Bill would allow foreign contractors to be sued in U.S. courts
Legislation named for deceased Army lieutenant colonel would make it easier to suspend and debar non-complying companies.
More than six years ago, Lt. Col. Dominic "Rocky" Baragona was serving in Iraq when he was killed after his Humvee was struck by a supply truck driven by an employee of a Defense Department contractor. Since that time, Baragona's family has attempted to sue the contractor, Kuwait Gulf & Link Transport Co, for wrongful death. But the company has successfully argued that American courts lack jurisdiction over the matter.
Lawmakers, however, hope to close that legal loophole. A Senate bill, first introduced in March, and re-introduced this week, would require foreign companies that agree to work on government contracts to consent to "personal jurisdiction" in U.S. federal courts.
The legislation (S. 526), named for Baragona, would provide legal protection to any U.S. service member, government employee or U.S. contract employee that alleges an overseas company caused serious bodily injury, including death, rape or sexual assault.
The bill was the subject of a hearing Wednesday of the Senate Homeland Security and Governmental Affairs Subcommittee on Contracting Oversight.
"This bill provides needed tools to ordinary Americans and the U.S. government to hold foreign contractors accountable," said Sen. Claire McCaskill, D-Mo, the subcommittee's chairwoman and the bill's sponsor. Other co-sponsors include Sens. Bill Nelson, D-Fla., Sherrod Brown, D-Ohio, Bob Casey, D-Pa., Susan Collins, R-Maine and Bob Bennett, R-Utah.

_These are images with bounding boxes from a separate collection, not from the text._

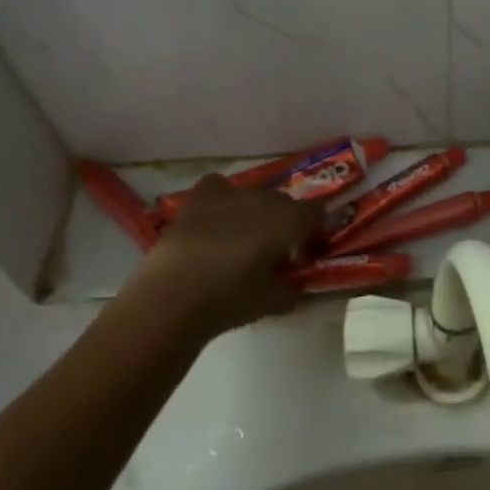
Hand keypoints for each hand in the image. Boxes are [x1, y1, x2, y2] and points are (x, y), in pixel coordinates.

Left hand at [132, 175, 323, 339]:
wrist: (172, 296)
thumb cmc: (230, 300)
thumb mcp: (272, 303)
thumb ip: (292, 289)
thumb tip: (295, 282)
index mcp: (288, 221)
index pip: (316, 212)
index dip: (314, 231)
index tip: (302, 255)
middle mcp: (264, 199)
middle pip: (285, 202)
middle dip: (285, 223)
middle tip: (274, 252)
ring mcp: (231, 193)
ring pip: (254, 195)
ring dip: (255, 212)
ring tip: (241, 239)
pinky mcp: (200, 196)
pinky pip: (220, 186)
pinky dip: (223, 198)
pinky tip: (216, 218)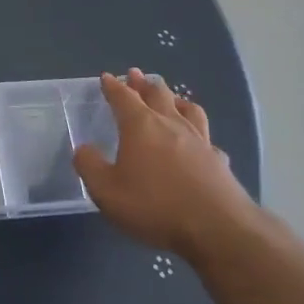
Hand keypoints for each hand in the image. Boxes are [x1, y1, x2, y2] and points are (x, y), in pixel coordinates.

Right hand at [73, 70, 255, 259]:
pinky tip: (199, 141)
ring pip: (188, 109)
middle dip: (144, 83)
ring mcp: (199, 141)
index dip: (113, 86)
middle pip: (158, 94)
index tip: (107, 77)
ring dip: (175, 99)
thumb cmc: (154, 205)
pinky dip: (199, 133)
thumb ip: (90, 166)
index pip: (123, 97)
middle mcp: (171, 125)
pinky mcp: (219, 161)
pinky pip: (207, 138)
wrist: (216, 229)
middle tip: (136, 74)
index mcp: (141, 126)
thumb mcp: (106, 191)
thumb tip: (83, 148)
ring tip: (171, 97)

The bill would cover prime and subcontractors, parent companies and successor entities and apply to all overseas contracts-including new task orders under existing indefinite delivery, indefinite quantity contracts-¬of more than $1 million.

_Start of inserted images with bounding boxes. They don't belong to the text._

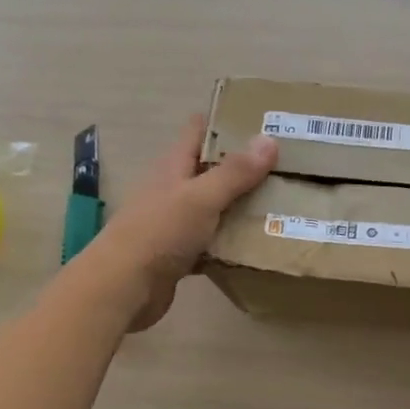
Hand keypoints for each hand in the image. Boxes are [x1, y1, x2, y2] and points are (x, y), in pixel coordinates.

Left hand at [92, 117, 276, 330]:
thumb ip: (234, 172)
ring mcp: (174, 222)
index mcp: (173, 166)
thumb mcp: (201, 197)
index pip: (199, 131)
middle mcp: (173, 189)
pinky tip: (257, 245)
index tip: (262, 120)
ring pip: (214, 207)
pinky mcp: (179, 254)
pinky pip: (211, 242)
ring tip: (281, 202)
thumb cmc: (159, 233)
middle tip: (286, 164)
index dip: (226, 121)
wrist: (123, 288)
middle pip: (210, 169)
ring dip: (240, 206)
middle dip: (244, 166)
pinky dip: (231, 242)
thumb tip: (269, 138)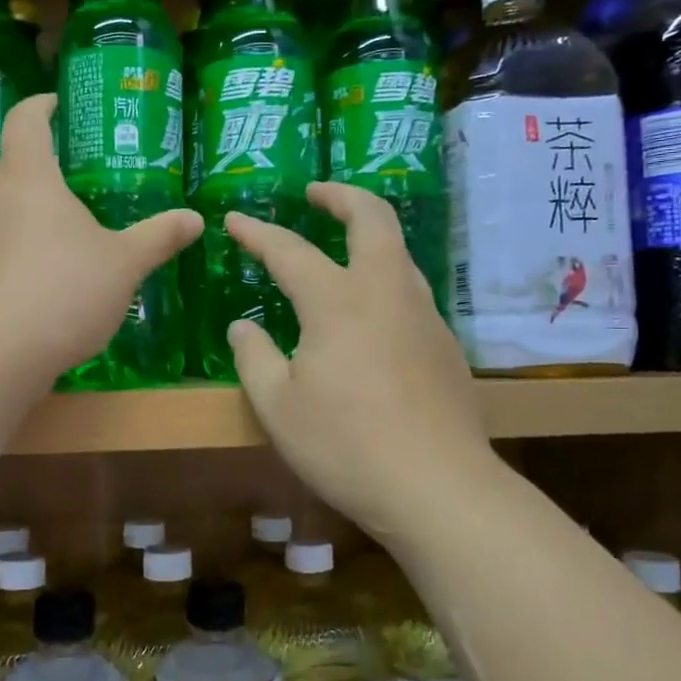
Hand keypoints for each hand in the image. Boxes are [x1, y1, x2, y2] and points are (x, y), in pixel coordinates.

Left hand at [0, 94, 200, 384]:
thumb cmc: (63, 292)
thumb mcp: (123, 266)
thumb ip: (158, 238)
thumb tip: (196, 218)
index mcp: (28, 177)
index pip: (27, 121)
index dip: (41, 107)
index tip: (55, 104)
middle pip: (11, 170)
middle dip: (39, 177)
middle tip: (72, 196)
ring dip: (20, 221)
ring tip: (53, 250)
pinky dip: (2, 259)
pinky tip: (26, 292)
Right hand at [225, 183, 497, 539]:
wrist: (439, 488)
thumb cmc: (346, 446)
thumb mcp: (278, 407)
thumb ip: (255, 358)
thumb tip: (243, 327)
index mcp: (338, 301)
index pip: (289, 251)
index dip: (258, 233)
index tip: (235, 219)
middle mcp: (386, 292)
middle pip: (373, 219)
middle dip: (342, 196)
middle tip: (316, 192)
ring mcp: (423, 315)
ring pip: (399, 252)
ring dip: (369, 233)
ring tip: (342, 245)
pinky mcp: (445, 344)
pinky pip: (410, 290)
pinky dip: (384, 276)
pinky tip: (370, 311)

The legislation also would amend the Federal Acquisition Regulation to give federal officials the authority to suspend or debar foreign contractors that fail to appear in court to answer charges.
Legal experts argued that the legislation would close an important jurisdictional gap for federal courts, particularly for incidents in Iraq, in which contractors already have immunity from prosecution.

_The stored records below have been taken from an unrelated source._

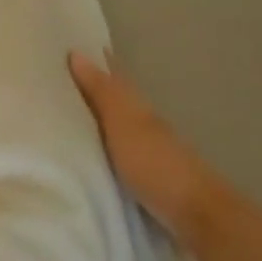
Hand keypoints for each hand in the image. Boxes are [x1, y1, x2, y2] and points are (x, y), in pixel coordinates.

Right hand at [69, 50, 242, 260]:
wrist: (196, 215)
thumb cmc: (156, 164)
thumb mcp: (124, 124)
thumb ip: (102, 93)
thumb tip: (77, 53)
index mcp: (138, 107)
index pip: (114, 77)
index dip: (98, 61)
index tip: (75, 45)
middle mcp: (145, 123)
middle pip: (117, 99)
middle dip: (95, 87)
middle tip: (65, 76)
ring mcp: (149, 152)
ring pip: (118, 125)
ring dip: (99, 116)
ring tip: (71, 113)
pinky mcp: (147, 179)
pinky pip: (117, 151)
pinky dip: (104, 145)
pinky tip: (92, 153)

"If the United States wants to establish host government immunity for the benefit of contractors, at least to the extent of their conduct within the scope of their contract, then it's essential for the United States to clearly define its jurisdiction over those contractors," said Scott Horton, a lecturer in law at Columbia Law School. "If it fails to do so, there is an obvious potential problem: a jurisdictional void."
But Horton and others argued that the assertion of jurisdiction likely will be challenged by foreign contractors as unconstitutional. Current law states that that a defendant must have some "minimal connections" to a jurisdiction before a court can pass a claim against it.
Defense Department officials raised other concerns with the bill. Richard Ginman, DoD's deputy director for program acquisition and contingency contracting, argued that liability should be limited only to actions performed during the execution of a contract and that extending the provision to subcontractors would be problematic.
"It is likely, in order to protect themselves, that prime contractors would require all their subcontractors, at all tiers, to certify compliance with the provision," Ginman said. "This will undoubtedly impact the issuance of contracts in a combat environment and support in the field, and impact the ability to get our troops what they need in the required time they need it."
The Pentagon also argued that the legislation should not be used to modify existing contracts and that field commanders should be allowed to waive the legislation in cases where only one company provides a critical service to the military.
"If foreign contractors opt not to bid on U.S. contracts as a result of the legislation, there would be negative impacts on the department's mission," Ginman said.
The legislation, which is not retroactive, was inspired by Baragona, a West Point graduate who was commander of the 19th Maintenance Battalion in Iraq. Following his death, the Baragona family filed suit against the Kuwait Gulf & Link Transport Co., arguing that the company was negligent.
The firm ignored the suit and did not respond to the family's complaint. But, after a district court judge awarded the Baragona family nearly $5 million in damages, the company filed a motion to vacate the judgment on the grounds that the court lacked jurisdiction. Last May, the court agreed with the company and moved to vacate the judgment.
The family, which is appealing the recent decision, also has tried unsuccessfully to get KGL debarred from future contracts with the government. But Uldric Fiore, a suspension and debarment official with the Army, testified that while he may have found the company's behavior "abhorrent," it did not warrant debarment.
"Neither the existence of a wrongful death lawsuit, nor KGL's decision to contest jurisdiction, constitute a basis for debarment of a contractor," he said.
Rocky Baragona's father, Dominic, said that while the bill would not bring his family justice or peace, it would ensure that no other family ever had to endure their experience.
"When this bill passes, the Wild West of government contracting will finally be over," Dominic Baragona said.
Since 2000, KGL has received nearly $44 million in prime federal contracts and more than $230 million from subcontracts. The firm is preparing to bid on a new 10-year, multi-billion-dollar contract to supply food to troops in the Middle East.